What to do
What the response needs is every record, repeated verbatim, and no images.

Record excerpts
↓↓↓

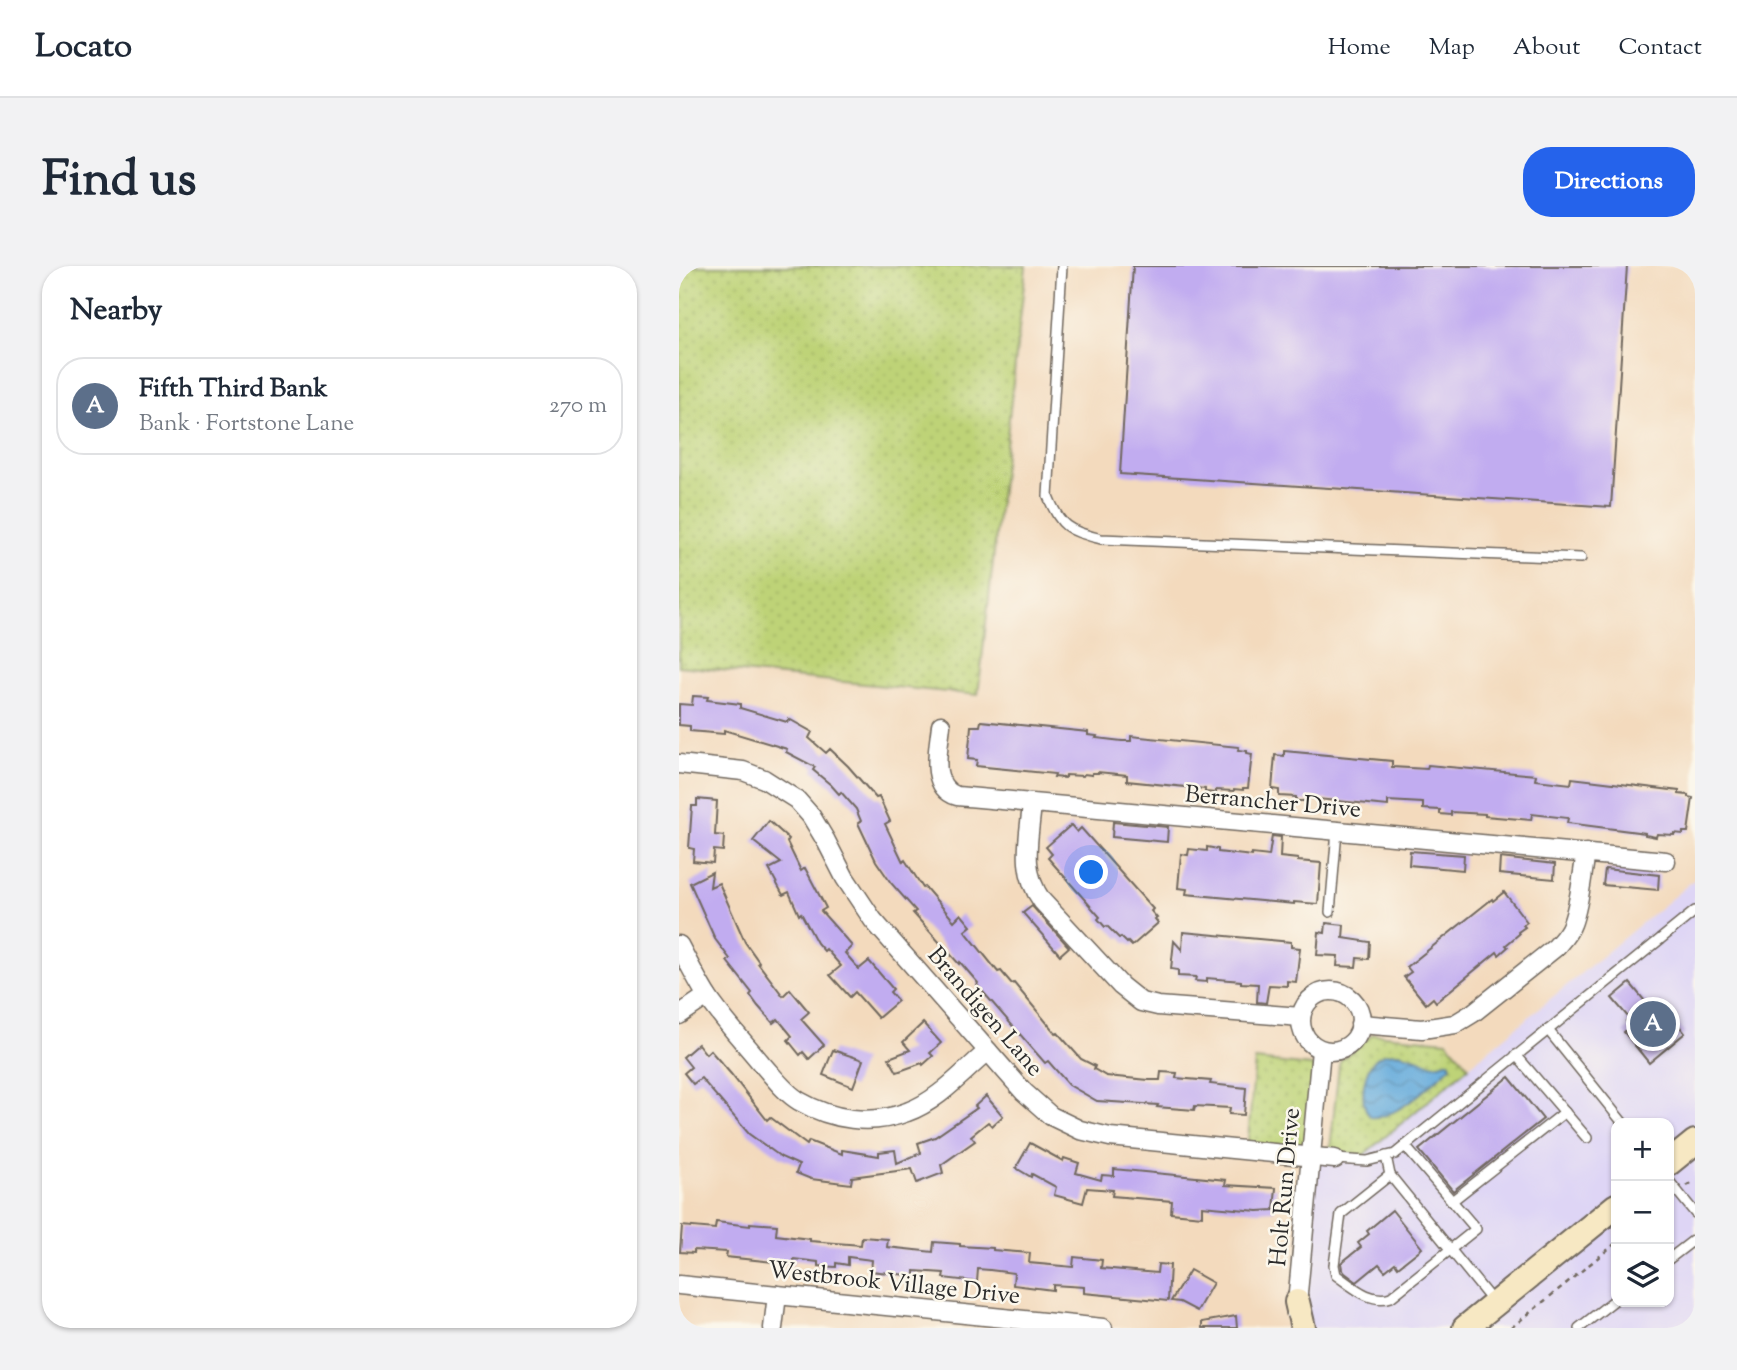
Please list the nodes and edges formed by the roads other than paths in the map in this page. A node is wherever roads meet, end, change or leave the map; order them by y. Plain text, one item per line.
1 (1062, 266) edge
2 (1581, 558) dead end
3 (941, 724) dead end
4 (679, 764) edge
5 (1032, 804) junction
6 (1337, 831) junction
7 (1586, 853) junction
8 (1666, 861) dead end
9 (1695, 911) edge
10 (1330, 912) dead end
11 (679, 945) edge
12 (707, 996) junction
13 (679, 1016) edge
14 (1301, 1017) junction
15 (1360, 1024) junction
16 (1548, 1030) junction
17 (1321, 1050) junction
18 (988, 1051) junction
19 (1516, 1055) junction
20 (1565, 1112) junction
21 (1619, 1118) edge
22 (1587, 1138) dead end
23 (1695, 1142) edge
24 (1405, 1146) junction
25 (1385, 1156) junction
26 (1311, 1157) junction
27 (1335, 1159) joint
28 (1674, 1159) edge
29 (1390, 1175) junction
30 (1674, 1187) edge
31 (1452, 1201) junction
32 (1611, 1210) edge
33 (1695, 1213) edge
34 (1695, 1239) edge
35 (1451, 1249) junction
36 (1674, 1255) edge
37 (679, 1285) edge
38 (777, 1295) junction
39 (1297, 1302) junction
40 (1611, 1303) edge
41 (1494, 1304) junction
42 (773, 1328) edge
43 (1103, 1328) edge
44 (1295, 1328) edge
45 (1303, 1328) edge
46 (1465, 1328) edge
47 (1579, 1328) edge

1 - 2 lane
3 - 5 street, Berrancher Drive
4 - 18 street, Brandigen Lane
5 - 6 street, Berrancher Drive
5 - 14 street
6 - 7 street, Berrancher Drive
6 - 10 lane
7 - 8 street, Berrancher Drive
7 - 15 street
9 - 16 lane
11 - 12 street
12 - 13 street
12 - 18 street
14 - 15 street
14 - 17 street
15 - 17 street
16 - 19 lane
16 - 21 lane
17 - 26 street, Holt Run Drive
18 - 26 street, Brandigen Lane
19 - 20 lane
19 - 24 lane
20 - 22 lane
20 - 31 lane
23 - 28 main road
24 - 25 lane
24 - 31 lane
25 - 27 lane
25 - 29 lane
26 - 27 street, Brandigen Lane
26 - 39 street, Holt Run Drive
29 - 35 lane
29 - 35 lane
30 - 33 lane
31 - 35 lane
32 - 41 main road
34 - 36 lane
35 - 41 lane
37 - 38 street, Westbrook Village Drive
38 - 42 street
38 - 43 street, Westbrook Village Drive
39 - 44 street, Holt Run Drive
39 - 45 main road
40 - 47 lane
41 - 46 main road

↑↑↑

Solution for this task
Please list the nodes and edges formed by the roads other than paths in the map in this page. A node is wherever roads meet, end, change or leave the map; order them by y. Plain text, one item per line.
1 (1062, 266) edge
2 (1581, 558) dead end
3 (941, 724) dead end
4 (679, 764) edge
5 (1032, 804) junction
6 (1337, 831) junction
7 (1586, 853) junction
8 (1666, 861) dead end
9 (1695, 911) edge
10 (1330, 912) dead end
11 (679, 945) edge
12 (707, 996) junction
13 (679, 1016) edge
14 (1301, 1017) junction
15 (1360, 1024) junction
16 (1548, 1030) junction
17 (1321, 1050) junction
18 (988, 1051) junction
19 (1516, 1055) junction
20 (1565, 1112) junction
21 (1619, 1118) edge
22 (1587, 1138) dead end
23 (1695, 1142) edge
24 (1405, 1146) junction
25 (1385, 1156) junction
26 (1311, 1157) junction
27 (1335, 1159) joint
28 (1674, 1159) edge
29 (1390, 1175) junction
30 (1674, 1187) edge
31 (1452, 1201) junction
32 (1611, 1210) edge
33 (1695, 1213) edge
34 (1695, 1239) edge
35 (1451, 1249) junction
36 (1674, 1255) edge
37 (679, 1285) edge
38 (777, 1295) junction
39 (1297, 1302) junction
40 (1611, 1303) edge
41 (1494, 1304) junction
42 (773, 1328) edge
43 (1103, 1328) edge
44 (1295, 1328) edge
45 (1303, 1328) edge
46 (1465, 1328) edge
47 (1579, 1328) edge

1 - 2 lane
3 - 5 street, Berrancher Drive
4 - 18 street, Brandigen Lane
5 - 6 street, Berrancher Drive
5 - 14 street
6 - 7 street, Berrancher Drive
6 - 10 lane
7 - 8 street, Berrancher Drive
7 - 15 street
9 - 16 lane
11 - 12 street
12 - 13 street
12 - 18 street
14 - 15 street
14 - 17 street
15 - 17 street
16 - 19 lane
16 - 21 lane
17 - 26 street, Holt Run Drive
18 - 26 street, Brandigen Lane
19 - 20 lane
19 - 24 lane
20 - 22 lane
20 - 31 lane
23 - 28 main road
24 - 25 lane
24 - 31 lane
25 - 27 lane
25 - 29 lane
26 - 27 street, Brandigen Lane
26 - 39 street, Holt Run Drive
29 - 35 lane
29 - 35 lane
30 - 33 lane
31 - 35 lane
32 - 41 main road
34 - 36 lane
35 - 41 lane
37 - 38 street, Westbrook Village Drive
38 - 42 street
38 - 43 street, Westbrook Village Drive
39 - 44 street, Holt Run Drive
39 - 45 main road
40 - 47 lane
41 - 46 main road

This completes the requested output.